INDIA – Supreme Court says abortion after 20 weeks amounts to murder – in contradiction of previous judgments

On 13 July, Justices Kurian Joseph and Sanjay Kisan Kaul of the Supreme Court of India denied a 20-year-old woman permission to terminate an over-25-week pregnancy, and suggested that such an abortion would amount to murder. They also told the woman’s advocate, Sneha Mukherjee, who is with the Human Rights Law Network, that the ‘unborn child’ should have been represented in court instead of the woman and that she should have been made to hear the fetal heartbeat.

“Sarita” (not her real name) was appealing a Bombay High Court order, dated 19 June, that denied her permission to terminate her pregnancy of 21 weeks + three days. She reported domestic violence, marital discord and a desire to initiate divorce proceedings and pursue her career as the grounds for her plea. The high court said the Medical Termination of Pregnancy (MTP) Act did not recognise these reasons as valid. Supreme Court Justice Joseph told her she would “regret killing the baby” if she “reconciles with the husband”.
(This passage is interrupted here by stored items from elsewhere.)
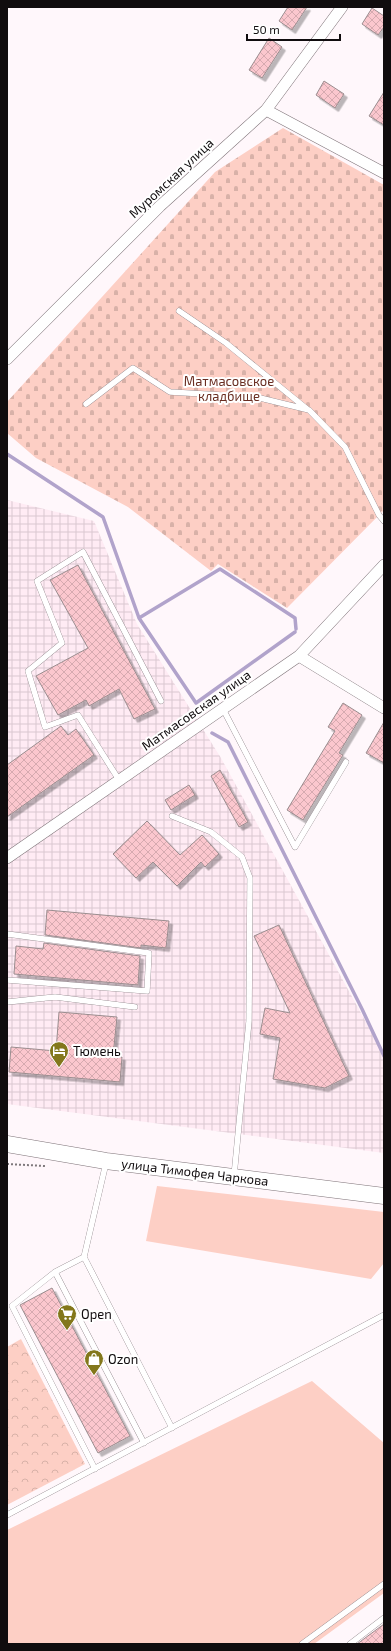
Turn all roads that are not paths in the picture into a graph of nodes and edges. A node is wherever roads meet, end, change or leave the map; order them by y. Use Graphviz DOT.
graph roads {
  1 [pos="342,7"];
  2 [pos="266,110"];
  3 [pos="384,173"];
  4 [pos="179,311"];
  5 [pos="7,359"];
  6 [pos="86,404"];
  7 [pos="309,410"];
  8 [pos="384,521"];
  9 [pos="384,565"];
  10 [pos="299,656"];
  11 [pos="161,700"];
  12 [pos="384,708"];
  13 [pos="222,709"];
  14 [pos="346,762"];
  15 [pos="120,780"];
  16 [pos="172,816"];
  17 [pos="7,858"];
  18 [pos="7,934"];
  19 [pos="7,980"];
  20 [pos="7,1002"];
  21 [pos="136,1007"];
  22 [pos="7,1144"];
  23 [pos="106,1160"];
  24 [pos="234,1177"];
  25 [pos="384,1196"];
  26 [pos="84,1257"];
  27 [pos="55,1272"];
  28 [pos="384,1315"];
  29 [pos="172,1428"];
  30 [pos="144,1443"];
  31 [pos="95,1469"];
  32 [pos="7,1514"];
  33 [pos="384,1584"];
  34 [pos="384,1618"];
  35 [pos="302,1644"];
  36 [pos="350,1644"];
  1 -- 2 [label="street, Муромская улица"];
  2 -- 3 [label="street"];
  2 -- 5 [label="street, Муромская улица"];
  4 -- 7 [label="lane"];
  6 -- 7 [label="lane"];
  7 -- 8 [label="lane"];
  9 -- 10 [label="street, Матмасовская улица"];
  10 -- 12 [label="street"];
  10 -- 13 [label="street, Матмасовская улица"];
  11 -- 15 [label="lane"];
  13 -- 14 [label="lane"];
  13 -- 15 [label="street, Матмасовская улица"];
  15 -- 17 [label="street, Матмасовская улица"];
  16 -- 24 [label="lane"];
  18 -- 19 [label="lane"];
  20 -- 21 [label="lane"];
  22 -- 23 [label="main road, улица Тимофея Чаркова"];
  23 -- 24 [label="main road, улица Тимофея Чаркова"];
  23 -- 26 [label="lane"];
  24 -- 25 [label="main road, улица Тимофея Чаркова"];
  26 -- 27 [label="lane"];
  26 -- 29 [label="lane"];
  27 -- 30 [label="lane"];
  27 -- 31 [label="lane"];
  28 -- 29 [label="lane"];
  29 -- 30 [label="lane"];
  30 -- 31 [label="lane"];
  31 -- 32 [label="lane"];
  33 -- 35 [label="lane"];
  34 -- 36 [label="lane"];
}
Sarita’s plea in the Supreme Court asserted her right to privacy, as accorded to her by the August 2017 judgment of a nine-judge Constitution bench of the apex court. She had argued that being “forced to continue with an unwanted pregnancy” would cost her the right to safeguard the privacy of procreation, motherhood and childbearing, as the MTP Act “seemed to be making these choices for her”.

Her plea also challenged the constitutional validity of Section 3(2)(b) of the MTP Act, which stipulates the 20-week ceiling, and the scope of Section 5 of the Act, which sets the criteria for abortion beyond that. “When laws like India’s MTP Act do not provide exceptions to protect the health and welfare of the mother, these laws violate the petitioner’s fundamental right to life, health and dignity under the domestic and international norms,” she stated in her plea. She added that the MTP Act encouraged “desperate women to seek unsafe abortions from untrained medical personnel” in the absence of legal avenues.
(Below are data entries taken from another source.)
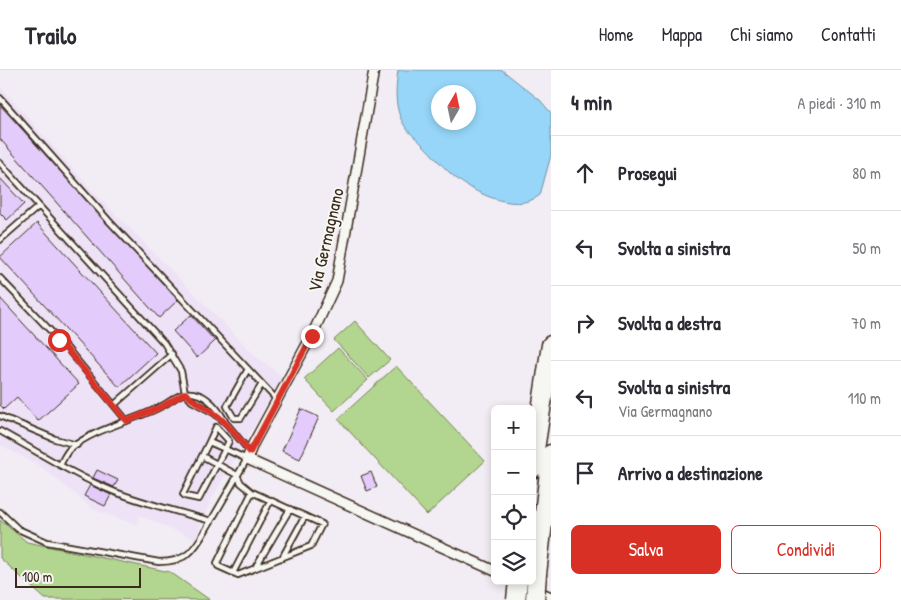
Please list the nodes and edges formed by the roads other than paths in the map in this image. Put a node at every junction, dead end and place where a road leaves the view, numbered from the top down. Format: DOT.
graph roads {
  1 [pos="374,70"];
  2 [pos="0,98"];
  3 [pos="0,163"];
  4 [pos="39,206"];
  5 [pos="0,240"];
  6 [pos="0,278"];
  7 [pos="551,345"];
  8 [pos="172,354"];
  9 [pos="248,369"];
  10 [pos="262,384"];
  11 [pos="185,393"];
  12 [pos="277,400"];
  13 [pos="114,405"];
  14 [pos="0,416"];
  15 [pos="127,421"];
  16 [pos="226,424"];
  17 [pos="0,431"];
  18 [pos="209,442"];
  19 [pos="77,445"];
  20 [pos="224,449"];
  21 [pos="535,450"];
  22 [pos="551,454"];
  23 [pos="202,456"];
  24 [pos="249,456"];
  25 [pos="217,464"];
  26 [pos="60,465"];
  27 [pos="238,475"];
  28 [pos="252,492"];
  29 [pos="270,500"];
  30 [pos="290,509"];
  31 [pos="0,512"];
  32 [pos="305,516"];
  33 [pos="211,521"];
  34 [pos="282,558"];
  35 [pos="255,569"];
  36 [pos="491,569"];
  37 [pos="232,573"];
  38 [pos="517,585"];
  39 [pos="526,585"];
  40 [pos="551,596"];
  41 [pos="516,600"];
  42 [pos="535,600"];
  1 -- 12 [label="street, Via Germagnano"];
  2 -- 9 [label="lane"];
  3 -- 4 [label="lane"];
  4 -- 5 [label="lane"];
  4 -- 8 [label="lane"];
  6 -- 13 [label="lane"];
  7 -- 21 [label="highway"];
  8 -- 11 [label="lane"];
  8 -- 13 [label="lane"];
  9 -- 10 [label="lane"];
  9 -- 10 [label="lane"];
  10 -- 12 [label="lane"];
  11 -- 15 [label="lane"];
  11 -- 16 [label="lane"];
  11 -- 16 [label="lane"];
  12 -- 24 [label="street, Via Germagnano"];
  13 -- 15 [label="lane"];
  14 -- 19 [label="lane"];
  15 -- 19 [label="lane"];
  16 -- 24 [label="lane"];
  17 -- 26 [label="lane"];
  18 -- 20 [label="lane"];
  18 -- 20 [label="lane"];
  18 -- 23 [label="lane"];
  19 -- 26 [label="lane"];
  20 -- 24 [label="lane"];
  20 -- 25 [label="lane"];
  22 -- 42 [label="highway, bridge"];
  23 -- 25 [label="lane"];
  23 -- 25 [label="lane"];
  24 -- 27 [label="lane, Via Germagnano"];
  24 -- 36 [label="street"];
  25 -- 27 [label="lane"];
  26 -- 33 [label="lane"];
  27 -- 28 [label="lane"];
  27 -- 33 [label="lane, Via Germagnano"];
  28 -- 29 [label="lane"];
  28 -- 37 [label="lane"];
  29 -- 30 [label="lane"];
  29 -- 37 [label="lane"];
  30 -- 32 [label="lane"];
  30 -- 35 [label="lane"];
  31 -- 33 [label="lane, Via Germagnano"];
  32 -- 34 [label="lane"];
  32 -- 34 [label="lane"];
  34 -- 35 [label="lane"];
  35 -- 37 [label="lane"];
  38 -- 41 [label="highway, bridge"];
  39 -- 40 [label="street"];
}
According to the petition, Sarita was married at the age of 14 but began living with her husband and in-laws after she turned 18 in 2016. At the time of marriage, she says, she was assured by her husband that she would be allowed to study further. However, she says that two months after she moved in with her husband, she was prohibited from taking her Class 12 board exam, and demands for dowry and mental and physical torture ensued. Her petition states that she then filed a police complaint and moved back with her parents. Over a year later, she returned to her husband on the assurance that she could continue with her education and career. Instead, she claims, her husband allegedly tortured her, forcing her to leave once again. By this time, she was pregnant.

According to the petition, she was advised by her doctors to use protection during sex, but while oral contraceptives were ruled out as she was an epilepsy patient, her husband allegedly refused to use male contraceptives. But where can she lodge an appeal now?

In 2017, the Supreme Court decided the fate of more than a dozen cases of women asking for medical termination of pregnancy after 20 weeks, including of two minors. Except in two cases, until a year ago, the Court permitted the abortion. This, it seems, was the third refusal. Must the various judgments not be consistent with each other when the cases are so similar, or does the precedent of case law mean nothing in India? The “advice” of the justices in this case sounds more like that of the Catholic church than a legal expert. We await the response of the women’s rights and human rights movements. We also ask: will the government keep sitting on its hands or change the abortion law in support of women seeking abortions after 20 weeks so that delays in appeals to the courts no longer exacerbate the problems vulnerable women like these face?